REQUIREMENT
Copy, from the entries below, each line where the word "Cien" can be found.

Dataset entries
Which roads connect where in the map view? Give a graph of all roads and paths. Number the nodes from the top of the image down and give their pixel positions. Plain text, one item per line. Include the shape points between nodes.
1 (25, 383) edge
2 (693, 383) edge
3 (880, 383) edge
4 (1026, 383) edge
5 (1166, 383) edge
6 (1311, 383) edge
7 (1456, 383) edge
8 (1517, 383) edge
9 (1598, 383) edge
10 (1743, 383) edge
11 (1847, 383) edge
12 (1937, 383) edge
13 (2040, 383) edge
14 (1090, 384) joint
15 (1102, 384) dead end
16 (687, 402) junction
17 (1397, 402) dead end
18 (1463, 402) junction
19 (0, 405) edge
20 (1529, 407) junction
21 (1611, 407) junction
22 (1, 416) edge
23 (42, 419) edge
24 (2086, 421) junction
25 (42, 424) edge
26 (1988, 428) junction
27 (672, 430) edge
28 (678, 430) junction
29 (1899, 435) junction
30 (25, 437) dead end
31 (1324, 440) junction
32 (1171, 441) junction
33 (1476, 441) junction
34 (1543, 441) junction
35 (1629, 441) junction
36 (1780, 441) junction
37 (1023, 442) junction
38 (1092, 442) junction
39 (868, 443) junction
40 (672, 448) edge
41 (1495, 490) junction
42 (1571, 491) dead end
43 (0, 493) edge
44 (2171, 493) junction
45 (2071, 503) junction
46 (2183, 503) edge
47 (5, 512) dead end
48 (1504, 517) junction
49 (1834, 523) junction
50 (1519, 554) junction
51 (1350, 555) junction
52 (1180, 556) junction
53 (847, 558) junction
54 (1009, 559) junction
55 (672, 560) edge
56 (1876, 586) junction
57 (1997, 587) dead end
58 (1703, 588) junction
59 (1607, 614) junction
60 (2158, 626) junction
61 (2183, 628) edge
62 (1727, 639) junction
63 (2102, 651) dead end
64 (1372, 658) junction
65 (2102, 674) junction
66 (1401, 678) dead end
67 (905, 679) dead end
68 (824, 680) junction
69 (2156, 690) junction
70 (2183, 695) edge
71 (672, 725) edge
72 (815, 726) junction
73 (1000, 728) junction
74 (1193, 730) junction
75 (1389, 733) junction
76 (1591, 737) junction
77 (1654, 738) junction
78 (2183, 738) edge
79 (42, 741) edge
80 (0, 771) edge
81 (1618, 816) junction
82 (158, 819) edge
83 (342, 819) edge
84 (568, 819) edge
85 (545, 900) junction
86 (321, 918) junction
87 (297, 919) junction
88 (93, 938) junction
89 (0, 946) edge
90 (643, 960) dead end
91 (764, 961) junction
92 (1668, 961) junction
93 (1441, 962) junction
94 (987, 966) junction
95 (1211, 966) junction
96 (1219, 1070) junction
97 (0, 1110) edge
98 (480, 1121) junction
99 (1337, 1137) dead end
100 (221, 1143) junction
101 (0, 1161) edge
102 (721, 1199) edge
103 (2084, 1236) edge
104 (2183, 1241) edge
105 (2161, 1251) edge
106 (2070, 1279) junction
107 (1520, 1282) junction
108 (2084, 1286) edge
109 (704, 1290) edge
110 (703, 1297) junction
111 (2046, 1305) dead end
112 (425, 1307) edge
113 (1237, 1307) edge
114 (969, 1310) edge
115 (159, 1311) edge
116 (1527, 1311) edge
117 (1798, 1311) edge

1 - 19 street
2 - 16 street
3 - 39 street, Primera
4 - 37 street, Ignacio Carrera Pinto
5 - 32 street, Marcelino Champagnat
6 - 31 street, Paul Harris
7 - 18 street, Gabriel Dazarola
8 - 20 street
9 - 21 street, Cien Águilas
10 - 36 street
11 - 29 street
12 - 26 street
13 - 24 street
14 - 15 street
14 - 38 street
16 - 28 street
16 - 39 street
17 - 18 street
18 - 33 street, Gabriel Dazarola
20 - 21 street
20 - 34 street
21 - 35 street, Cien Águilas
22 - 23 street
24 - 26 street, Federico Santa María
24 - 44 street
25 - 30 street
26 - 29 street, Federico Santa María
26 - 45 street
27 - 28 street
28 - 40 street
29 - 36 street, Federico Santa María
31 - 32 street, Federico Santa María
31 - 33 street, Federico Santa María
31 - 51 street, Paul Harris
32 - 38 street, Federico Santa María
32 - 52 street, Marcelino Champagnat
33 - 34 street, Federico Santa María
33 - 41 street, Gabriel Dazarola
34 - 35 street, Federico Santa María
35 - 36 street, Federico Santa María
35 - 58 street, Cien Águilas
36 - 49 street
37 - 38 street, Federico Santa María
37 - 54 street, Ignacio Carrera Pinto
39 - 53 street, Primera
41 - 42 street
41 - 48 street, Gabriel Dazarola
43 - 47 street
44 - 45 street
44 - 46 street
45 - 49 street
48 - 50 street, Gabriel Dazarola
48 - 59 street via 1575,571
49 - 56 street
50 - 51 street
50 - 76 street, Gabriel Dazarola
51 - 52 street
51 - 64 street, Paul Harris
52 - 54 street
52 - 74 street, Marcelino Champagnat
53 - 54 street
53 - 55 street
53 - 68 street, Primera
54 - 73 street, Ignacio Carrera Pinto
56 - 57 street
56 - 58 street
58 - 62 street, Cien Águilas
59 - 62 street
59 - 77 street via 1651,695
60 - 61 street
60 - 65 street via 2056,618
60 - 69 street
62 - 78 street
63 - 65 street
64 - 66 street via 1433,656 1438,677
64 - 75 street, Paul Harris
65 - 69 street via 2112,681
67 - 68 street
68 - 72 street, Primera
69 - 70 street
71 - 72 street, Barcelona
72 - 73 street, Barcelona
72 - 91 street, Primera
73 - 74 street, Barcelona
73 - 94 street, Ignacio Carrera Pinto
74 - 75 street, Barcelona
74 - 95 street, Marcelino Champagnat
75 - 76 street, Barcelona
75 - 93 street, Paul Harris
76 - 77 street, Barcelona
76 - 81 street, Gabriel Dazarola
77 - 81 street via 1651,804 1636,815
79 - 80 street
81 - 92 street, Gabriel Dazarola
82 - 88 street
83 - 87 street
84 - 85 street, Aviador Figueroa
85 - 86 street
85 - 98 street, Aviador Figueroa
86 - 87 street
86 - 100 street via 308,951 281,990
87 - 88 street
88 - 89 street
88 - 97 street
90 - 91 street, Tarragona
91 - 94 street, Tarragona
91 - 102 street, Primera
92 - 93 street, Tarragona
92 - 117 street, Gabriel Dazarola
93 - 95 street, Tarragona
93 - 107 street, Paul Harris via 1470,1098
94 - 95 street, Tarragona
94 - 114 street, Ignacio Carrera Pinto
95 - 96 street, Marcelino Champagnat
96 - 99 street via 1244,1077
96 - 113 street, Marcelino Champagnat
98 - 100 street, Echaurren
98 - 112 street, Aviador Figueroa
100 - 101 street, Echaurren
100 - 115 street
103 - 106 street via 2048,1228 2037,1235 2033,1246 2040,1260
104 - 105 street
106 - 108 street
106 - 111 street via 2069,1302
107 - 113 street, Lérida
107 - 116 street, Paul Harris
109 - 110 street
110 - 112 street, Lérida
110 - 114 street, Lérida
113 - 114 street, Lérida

RESULT OF THE TASK
9 - 21 street, Cien Águilas
21 - 35 street, Cien Águilas
35 - 58 street, Cien Águilas
58 - 62 street, Cien Águilas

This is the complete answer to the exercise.